Article source: http://www.nytimes.com/2013/02/13/business/cokes-profit-rises-in-4th-quarter-but-shares-fall.html?partner=rss&emc=rss

The Media Equation: John Huey, Editor in Chief of Time Inc., Prepares to Leave

At the end of the year, Mr. Huey will vacate the office and leave his position as Time Inc.’s editor in chief. Martha Nelson, the editorial director of the company, will move in and become the first woman to hold the job.

Mr. Huey says he won’t miss the perch and I believe him, partly because the job now has brutal aspects. Besides, he is a reporter by nature, and seemed happy to be at-large whenever I saw him at events.

Mr. Huey, who had his start as a reporter at The Atlanta Constitution before heading to The Wall Street Journal and then Time Inc., is only the sixth editor in chief in the company’s history, a job that the writer Kurt Andersen once described as having “papal luster.” These days?

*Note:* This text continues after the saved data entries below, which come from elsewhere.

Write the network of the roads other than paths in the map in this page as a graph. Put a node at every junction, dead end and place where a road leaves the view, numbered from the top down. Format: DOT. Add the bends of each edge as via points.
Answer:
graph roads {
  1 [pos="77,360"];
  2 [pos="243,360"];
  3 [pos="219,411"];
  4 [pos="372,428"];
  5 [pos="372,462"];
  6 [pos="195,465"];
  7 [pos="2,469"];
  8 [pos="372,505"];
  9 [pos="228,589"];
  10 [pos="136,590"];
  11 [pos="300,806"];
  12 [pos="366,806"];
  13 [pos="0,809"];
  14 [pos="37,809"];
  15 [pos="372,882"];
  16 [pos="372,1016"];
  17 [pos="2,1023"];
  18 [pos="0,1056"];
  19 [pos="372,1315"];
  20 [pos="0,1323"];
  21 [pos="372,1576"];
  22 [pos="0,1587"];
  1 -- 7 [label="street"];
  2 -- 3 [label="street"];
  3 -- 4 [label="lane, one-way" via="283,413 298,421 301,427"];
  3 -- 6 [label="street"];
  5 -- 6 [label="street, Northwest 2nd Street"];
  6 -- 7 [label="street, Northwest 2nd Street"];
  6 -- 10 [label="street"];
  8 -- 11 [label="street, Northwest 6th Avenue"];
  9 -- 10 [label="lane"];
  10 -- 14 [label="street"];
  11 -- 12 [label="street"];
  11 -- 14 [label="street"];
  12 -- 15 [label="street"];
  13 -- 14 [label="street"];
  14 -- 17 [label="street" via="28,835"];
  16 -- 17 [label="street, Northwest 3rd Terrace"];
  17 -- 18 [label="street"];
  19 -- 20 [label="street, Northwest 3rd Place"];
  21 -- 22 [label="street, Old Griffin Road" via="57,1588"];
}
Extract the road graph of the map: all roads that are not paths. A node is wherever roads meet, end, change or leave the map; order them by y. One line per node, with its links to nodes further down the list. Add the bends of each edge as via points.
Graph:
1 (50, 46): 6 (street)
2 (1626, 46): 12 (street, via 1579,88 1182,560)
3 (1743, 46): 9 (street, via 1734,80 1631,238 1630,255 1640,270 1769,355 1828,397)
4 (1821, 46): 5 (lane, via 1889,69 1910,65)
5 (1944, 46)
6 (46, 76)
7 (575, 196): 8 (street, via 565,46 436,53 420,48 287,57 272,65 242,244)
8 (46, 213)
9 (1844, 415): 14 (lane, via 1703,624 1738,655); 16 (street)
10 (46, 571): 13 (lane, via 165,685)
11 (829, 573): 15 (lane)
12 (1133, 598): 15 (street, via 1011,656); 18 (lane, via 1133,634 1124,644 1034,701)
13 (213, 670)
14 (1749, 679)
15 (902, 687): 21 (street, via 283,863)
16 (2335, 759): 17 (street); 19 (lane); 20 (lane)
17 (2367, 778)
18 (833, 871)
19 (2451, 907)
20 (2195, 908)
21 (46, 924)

Not so much.

“There’s been a fair amount of unpleasantness at that table,” Mr. Huey said, pointing to a big one in the corner. Rather than using it to plan magazine start-ups or acquisitions, he found himself going over lists of staff cuts necessitated by print’s collapse.

In his seven years as the top editor, the core magazines — like Time, Fortune, People and Money — have lost almost a third of their employees, and the future is no brighter. Overall revenue at Time Inc. fell 6 percent last quarter, to $838 million, although operating income increased 2 percent, thanks to the constant cost-cutting.

“Google sort of sucked all of the honey out of our business,” he said with a shrug, not complaining, just saying.

“When it was good, it was really good, but there were a lot of rough patches,” he said. “But I never wondered why I got into journalism during any of it. I still believe in the kind of storytelling we do here.”

But that confidence had limits. In the 11 years Mr. Huey helped run the editorial side of Time Inc. — first as editorial director, then as editor in chief — he commuted to his home and family in Charleston, S.C., on weekends, partly because he always felt he was on the cusp of being fired.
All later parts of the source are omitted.